• **WHAT THIS TASK INVOLVES**
Locate the string "positions" in the records below. Copy every line where it occurs.

• **DATA UNDER STUDY**
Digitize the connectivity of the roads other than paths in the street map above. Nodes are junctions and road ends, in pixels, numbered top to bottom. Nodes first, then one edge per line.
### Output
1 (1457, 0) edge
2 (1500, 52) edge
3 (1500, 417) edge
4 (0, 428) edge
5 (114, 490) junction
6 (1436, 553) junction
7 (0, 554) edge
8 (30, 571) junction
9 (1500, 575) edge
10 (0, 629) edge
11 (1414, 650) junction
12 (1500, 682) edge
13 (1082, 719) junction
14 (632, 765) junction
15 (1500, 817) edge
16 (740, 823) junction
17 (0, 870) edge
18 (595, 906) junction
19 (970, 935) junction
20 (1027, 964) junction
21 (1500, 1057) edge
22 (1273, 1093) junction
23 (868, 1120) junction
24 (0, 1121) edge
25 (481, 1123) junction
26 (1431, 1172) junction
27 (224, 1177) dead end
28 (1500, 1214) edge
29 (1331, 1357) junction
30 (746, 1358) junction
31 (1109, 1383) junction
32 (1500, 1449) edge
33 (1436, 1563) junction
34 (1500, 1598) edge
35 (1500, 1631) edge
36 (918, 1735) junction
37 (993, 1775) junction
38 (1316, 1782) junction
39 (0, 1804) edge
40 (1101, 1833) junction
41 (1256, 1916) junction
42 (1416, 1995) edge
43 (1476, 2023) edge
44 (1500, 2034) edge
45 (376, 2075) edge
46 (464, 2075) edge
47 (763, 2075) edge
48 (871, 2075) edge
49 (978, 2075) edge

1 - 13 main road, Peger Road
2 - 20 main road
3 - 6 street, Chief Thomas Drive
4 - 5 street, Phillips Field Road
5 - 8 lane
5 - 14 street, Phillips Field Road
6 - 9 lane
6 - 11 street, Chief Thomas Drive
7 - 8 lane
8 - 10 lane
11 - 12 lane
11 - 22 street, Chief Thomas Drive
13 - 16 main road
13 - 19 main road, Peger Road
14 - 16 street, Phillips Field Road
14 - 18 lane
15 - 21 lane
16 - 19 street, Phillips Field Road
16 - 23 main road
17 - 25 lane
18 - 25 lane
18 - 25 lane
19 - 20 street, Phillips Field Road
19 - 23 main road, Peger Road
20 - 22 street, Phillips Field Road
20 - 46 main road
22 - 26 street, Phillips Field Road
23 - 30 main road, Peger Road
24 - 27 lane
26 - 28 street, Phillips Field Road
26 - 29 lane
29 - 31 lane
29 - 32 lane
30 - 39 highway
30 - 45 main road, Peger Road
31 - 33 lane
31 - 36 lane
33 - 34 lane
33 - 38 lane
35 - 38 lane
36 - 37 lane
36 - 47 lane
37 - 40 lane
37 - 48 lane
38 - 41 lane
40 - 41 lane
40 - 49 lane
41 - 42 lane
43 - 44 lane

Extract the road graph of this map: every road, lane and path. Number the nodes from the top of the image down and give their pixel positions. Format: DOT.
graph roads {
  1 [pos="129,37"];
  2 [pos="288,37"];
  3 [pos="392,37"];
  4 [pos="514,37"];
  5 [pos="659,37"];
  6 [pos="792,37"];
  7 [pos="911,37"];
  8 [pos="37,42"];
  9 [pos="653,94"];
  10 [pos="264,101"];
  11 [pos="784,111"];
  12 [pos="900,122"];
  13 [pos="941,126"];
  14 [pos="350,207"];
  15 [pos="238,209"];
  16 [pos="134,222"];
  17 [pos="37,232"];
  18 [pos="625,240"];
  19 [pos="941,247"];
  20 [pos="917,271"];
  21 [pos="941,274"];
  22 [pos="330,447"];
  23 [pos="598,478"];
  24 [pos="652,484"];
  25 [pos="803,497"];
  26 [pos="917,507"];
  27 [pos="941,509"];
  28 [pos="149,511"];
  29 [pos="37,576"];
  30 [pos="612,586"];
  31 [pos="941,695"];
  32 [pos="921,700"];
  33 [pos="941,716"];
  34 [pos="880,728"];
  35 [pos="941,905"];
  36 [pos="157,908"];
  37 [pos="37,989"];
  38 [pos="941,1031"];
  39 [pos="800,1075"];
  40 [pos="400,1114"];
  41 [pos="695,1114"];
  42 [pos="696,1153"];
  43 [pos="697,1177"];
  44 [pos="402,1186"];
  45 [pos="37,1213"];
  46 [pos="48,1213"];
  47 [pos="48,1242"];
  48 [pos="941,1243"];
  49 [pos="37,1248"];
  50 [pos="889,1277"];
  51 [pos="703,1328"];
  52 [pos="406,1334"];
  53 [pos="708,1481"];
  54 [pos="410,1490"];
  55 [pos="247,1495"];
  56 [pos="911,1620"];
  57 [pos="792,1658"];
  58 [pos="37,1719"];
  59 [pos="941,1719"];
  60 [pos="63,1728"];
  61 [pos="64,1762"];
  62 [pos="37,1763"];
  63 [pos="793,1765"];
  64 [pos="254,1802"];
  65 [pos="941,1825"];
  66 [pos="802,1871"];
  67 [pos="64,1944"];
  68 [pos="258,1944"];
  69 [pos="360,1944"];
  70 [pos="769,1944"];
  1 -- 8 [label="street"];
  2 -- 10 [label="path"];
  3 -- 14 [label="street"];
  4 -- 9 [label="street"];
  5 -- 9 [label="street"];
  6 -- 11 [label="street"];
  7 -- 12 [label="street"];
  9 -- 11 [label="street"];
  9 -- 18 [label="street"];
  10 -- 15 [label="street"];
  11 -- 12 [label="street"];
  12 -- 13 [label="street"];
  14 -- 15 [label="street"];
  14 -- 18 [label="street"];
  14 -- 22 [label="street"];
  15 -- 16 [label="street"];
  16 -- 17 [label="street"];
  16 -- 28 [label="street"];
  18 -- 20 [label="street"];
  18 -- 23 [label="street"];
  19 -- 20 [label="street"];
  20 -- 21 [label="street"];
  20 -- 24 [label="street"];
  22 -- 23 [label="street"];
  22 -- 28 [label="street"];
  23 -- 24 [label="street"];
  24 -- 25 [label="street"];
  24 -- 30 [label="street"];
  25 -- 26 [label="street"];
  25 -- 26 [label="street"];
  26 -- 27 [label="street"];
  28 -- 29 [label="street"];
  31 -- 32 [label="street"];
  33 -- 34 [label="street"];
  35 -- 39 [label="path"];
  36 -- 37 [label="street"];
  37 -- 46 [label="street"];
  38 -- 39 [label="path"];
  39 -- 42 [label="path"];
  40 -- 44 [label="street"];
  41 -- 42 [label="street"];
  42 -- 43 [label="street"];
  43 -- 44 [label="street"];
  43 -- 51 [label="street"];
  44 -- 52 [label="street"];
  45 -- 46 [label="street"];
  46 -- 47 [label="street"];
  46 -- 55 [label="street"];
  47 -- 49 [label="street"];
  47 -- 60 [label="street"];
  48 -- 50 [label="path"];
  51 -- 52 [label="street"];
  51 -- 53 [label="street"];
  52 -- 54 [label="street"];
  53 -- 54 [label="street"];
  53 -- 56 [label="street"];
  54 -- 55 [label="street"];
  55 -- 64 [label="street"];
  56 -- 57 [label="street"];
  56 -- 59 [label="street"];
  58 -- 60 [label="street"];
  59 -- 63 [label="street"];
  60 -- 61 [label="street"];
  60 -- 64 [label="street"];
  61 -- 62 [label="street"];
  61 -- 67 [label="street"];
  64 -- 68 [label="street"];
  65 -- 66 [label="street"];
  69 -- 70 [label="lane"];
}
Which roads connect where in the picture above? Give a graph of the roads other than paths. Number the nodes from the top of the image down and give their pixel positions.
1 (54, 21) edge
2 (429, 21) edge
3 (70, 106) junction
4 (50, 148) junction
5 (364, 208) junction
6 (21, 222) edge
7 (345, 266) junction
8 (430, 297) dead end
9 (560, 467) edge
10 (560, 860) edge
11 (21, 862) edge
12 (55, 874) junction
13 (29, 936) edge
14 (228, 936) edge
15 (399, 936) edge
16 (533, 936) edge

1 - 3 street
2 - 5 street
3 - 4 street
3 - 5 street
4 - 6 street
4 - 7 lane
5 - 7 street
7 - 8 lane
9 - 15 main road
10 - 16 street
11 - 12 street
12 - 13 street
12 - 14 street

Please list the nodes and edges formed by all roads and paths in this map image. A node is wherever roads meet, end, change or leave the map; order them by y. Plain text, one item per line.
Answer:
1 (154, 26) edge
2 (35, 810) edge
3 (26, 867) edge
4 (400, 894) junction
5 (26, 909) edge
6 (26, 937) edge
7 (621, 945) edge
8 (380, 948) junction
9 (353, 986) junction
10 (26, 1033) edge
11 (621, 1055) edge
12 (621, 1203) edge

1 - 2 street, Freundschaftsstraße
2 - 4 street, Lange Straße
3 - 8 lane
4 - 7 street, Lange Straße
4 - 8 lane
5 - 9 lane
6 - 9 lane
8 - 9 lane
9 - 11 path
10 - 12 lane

• **PROBLEM SOLUTION**
Extract the road graph of this map: every road, lane and path. Number the nodes from the top of the image down and give their pixel positions. Format: DOT.
Which roads connect where in the picture above? Give a graph of the roads other than paths. Number the nodes from the top of the image down and give their pixel positions.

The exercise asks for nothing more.